愛情表現がとびきり下手で、引くくらい真っ直ぐな馬鹿。
ずっと、昔からね」
だから、もし、貴方がこいつにしてやりたいと思うなら少しだけそばにいてあげてください。
ぐにゃりと視界が歪む。
気がつくとわたしは泣いていた。
なんでだろう…なぜだか分からないけれど。
壊れたように涙が溢れだして止まらない。
エル様はどうしてこんなにも不器用なんだろう。
どうして、誤解されて自分を犠牲にしてしまって、理解されようと、しないの。
誰よりも真っ直ぐで、自分勝手で自分を大切にしない、できない。
誰よりもわたしを守ってくれて、そして愛してくれていた、馬鹿な人。
わたしは結局、最後までこの人自身を見ようとはしなかった。
向き合おうとしなかった。
やはりわたしは自分を守ることばかりで。
エル様の好きな物を知らない、好きな食べ物も、彼の苦手なものも。
得意なこと苦手なこと、なにひとつ。
あんなに、あんなに長い時間共にいたのに。
わたしはいつか、どこかのタイミングであの真っ直ぐに見つめてくれたアメジストと向き合うべきだったのだ。
拒絶するのでなく、怒るのでなく、諦めるのでなく。
涙が止まらない。
優しい笑みを浮かべるバンスを見上げてぎこちなく微笑んだ。
結局のところバンスが何者かは分からないけれど、彼の口ぶりから昔からエル様を理解してくれていた方もいたのだと安堵した。

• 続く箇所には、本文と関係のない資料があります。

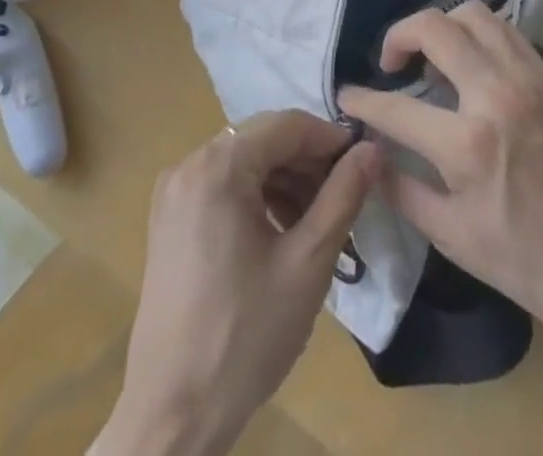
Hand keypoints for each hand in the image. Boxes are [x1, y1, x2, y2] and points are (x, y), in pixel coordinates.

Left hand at [97, 112, 379, 455]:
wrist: (171, 417)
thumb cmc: (244, 336)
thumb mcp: (307, 264)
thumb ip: (343, 196)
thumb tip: (373, 148)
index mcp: (217, 167)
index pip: (286, 125)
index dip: (330, 138)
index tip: (364, 163)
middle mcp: (189, 164)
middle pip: (263, 141)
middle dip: (308, 162)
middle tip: (345, 198)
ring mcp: (174, 192)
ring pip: (245, 163)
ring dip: (286, 181)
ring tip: (319, 221)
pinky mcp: (169, 220)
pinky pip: (223, 186)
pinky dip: (258, 197)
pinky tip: (282, 233)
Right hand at [336, 4, 542, 340]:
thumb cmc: (523, 259)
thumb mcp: (451, 236)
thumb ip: (400, 188)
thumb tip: (367, 152)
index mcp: (468, 145)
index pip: (397, 107)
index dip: (363, 100)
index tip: (347, 96)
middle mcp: (497, 96)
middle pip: (435, 28)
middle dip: (400, 35)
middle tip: (392, 62)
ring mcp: (529, 79)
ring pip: (474, 15)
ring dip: (442, 26)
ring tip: (432, 56)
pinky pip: (506, 31)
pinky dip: (478, 34)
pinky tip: (471, 62)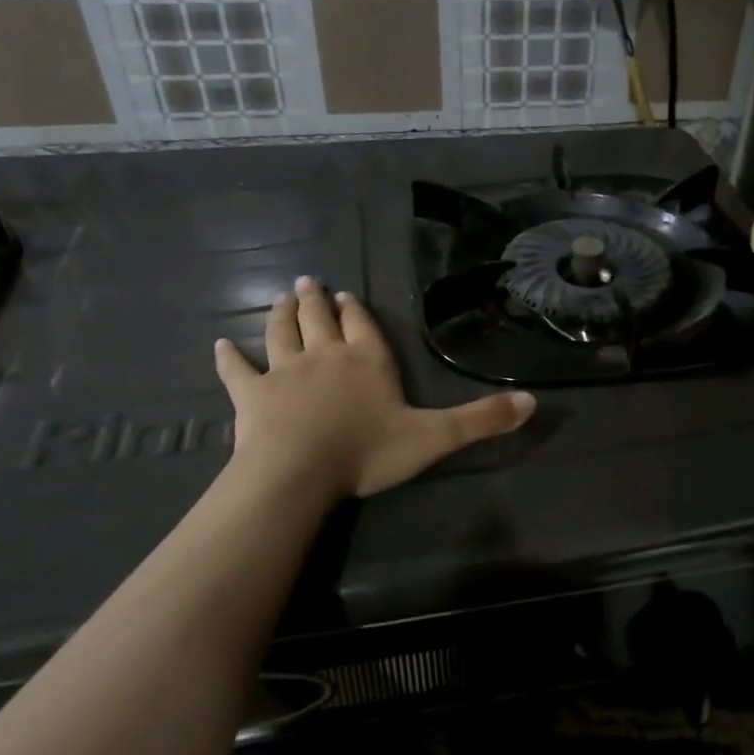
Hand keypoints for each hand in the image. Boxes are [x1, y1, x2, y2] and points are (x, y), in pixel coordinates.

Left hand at [214, 277, 535, 501]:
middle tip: (309, 283)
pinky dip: (229, 358)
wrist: (300, 470)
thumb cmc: (368, 451)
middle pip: (320, 321)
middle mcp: (326, 356)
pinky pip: (237, 371)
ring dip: (282, 315)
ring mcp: (285, 372)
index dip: (355, 312)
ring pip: (282, 334)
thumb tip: (533, 402)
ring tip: (282, 297)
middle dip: (317, 303)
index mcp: (367, 361)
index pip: (363, 327)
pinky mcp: (251, 394)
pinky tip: (220, 345)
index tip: (345, 296)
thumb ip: (481, 420)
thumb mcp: (435, 438)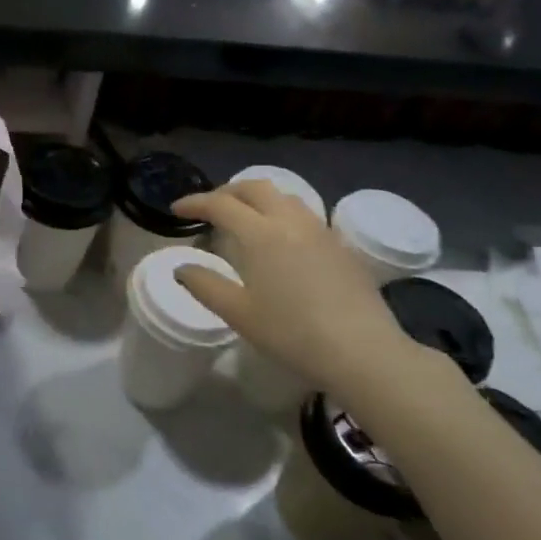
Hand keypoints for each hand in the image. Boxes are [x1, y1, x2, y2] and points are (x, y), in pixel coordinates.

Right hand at [172, 180, 431, 410]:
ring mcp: (319, 230)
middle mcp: (289, 221)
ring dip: (258, 198)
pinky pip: (305, 215)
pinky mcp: (340, 245)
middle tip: (211, 208)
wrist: (362, 351)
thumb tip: (182, 269)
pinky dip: (282, 215)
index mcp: (259, 233)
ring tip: (246, 218)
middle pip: (254, 187)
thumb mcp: (239, 314)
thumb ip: (205, 286)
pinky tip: (282, 241)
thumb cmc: (292, 333)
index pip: (220, 204)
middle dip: (227, 191)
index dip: (195, 203)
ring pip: (284, 197)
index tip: (177, 210)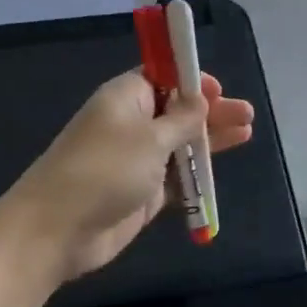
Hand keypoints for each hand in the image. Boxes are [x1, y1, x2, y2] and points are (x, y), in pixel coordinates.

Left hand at [6, 70, 254, 280]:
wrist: (59, 229)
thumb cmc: (104, 170)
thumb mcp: (150, 138)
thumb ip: (182, 119)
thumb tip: (201, 98)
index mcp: (126, 98)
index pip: (162, 77)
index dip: (190, 80)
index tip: (218, 89)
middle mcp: (132, 124)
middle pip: (178, 110)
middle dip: (211, 110)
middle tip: (246, 114)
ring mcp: (138, 160)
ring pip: (181, 143)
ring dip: (210, 139)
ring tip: (246, 132)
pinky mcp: (144, 192)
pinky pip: (177, 176)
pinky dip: (197, 172)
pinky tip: (220, 168)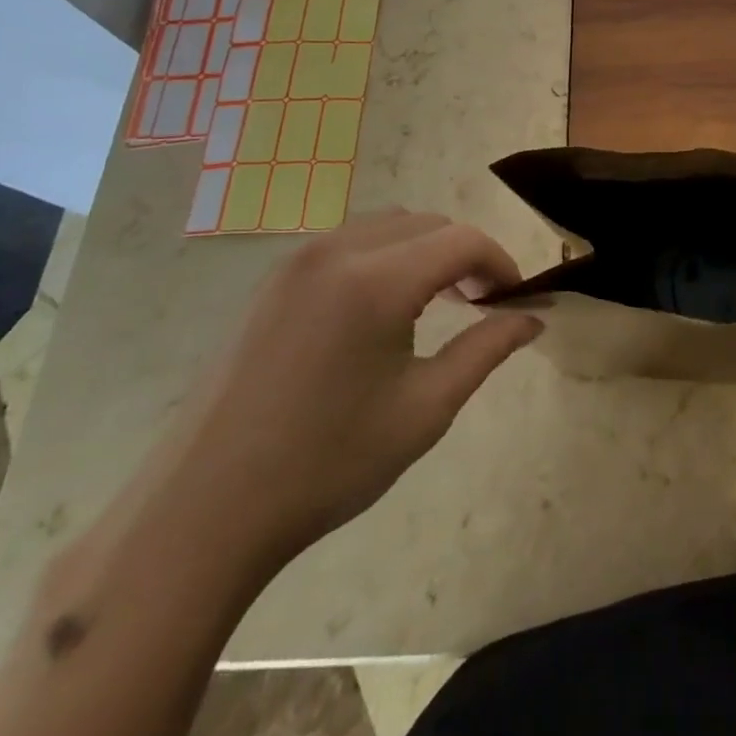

エル様は知っているのだろうか、バンスやジーク様がどれだけ彼を思っているか、どれだけ愛されているか。
もし、知らないのなら教えて差し上げたい。
だから、エル様、あなたは彼らのためにも戻らなければならないのです。
「馬鹿な、エル様…」
そして、どうか、わたしのためにも。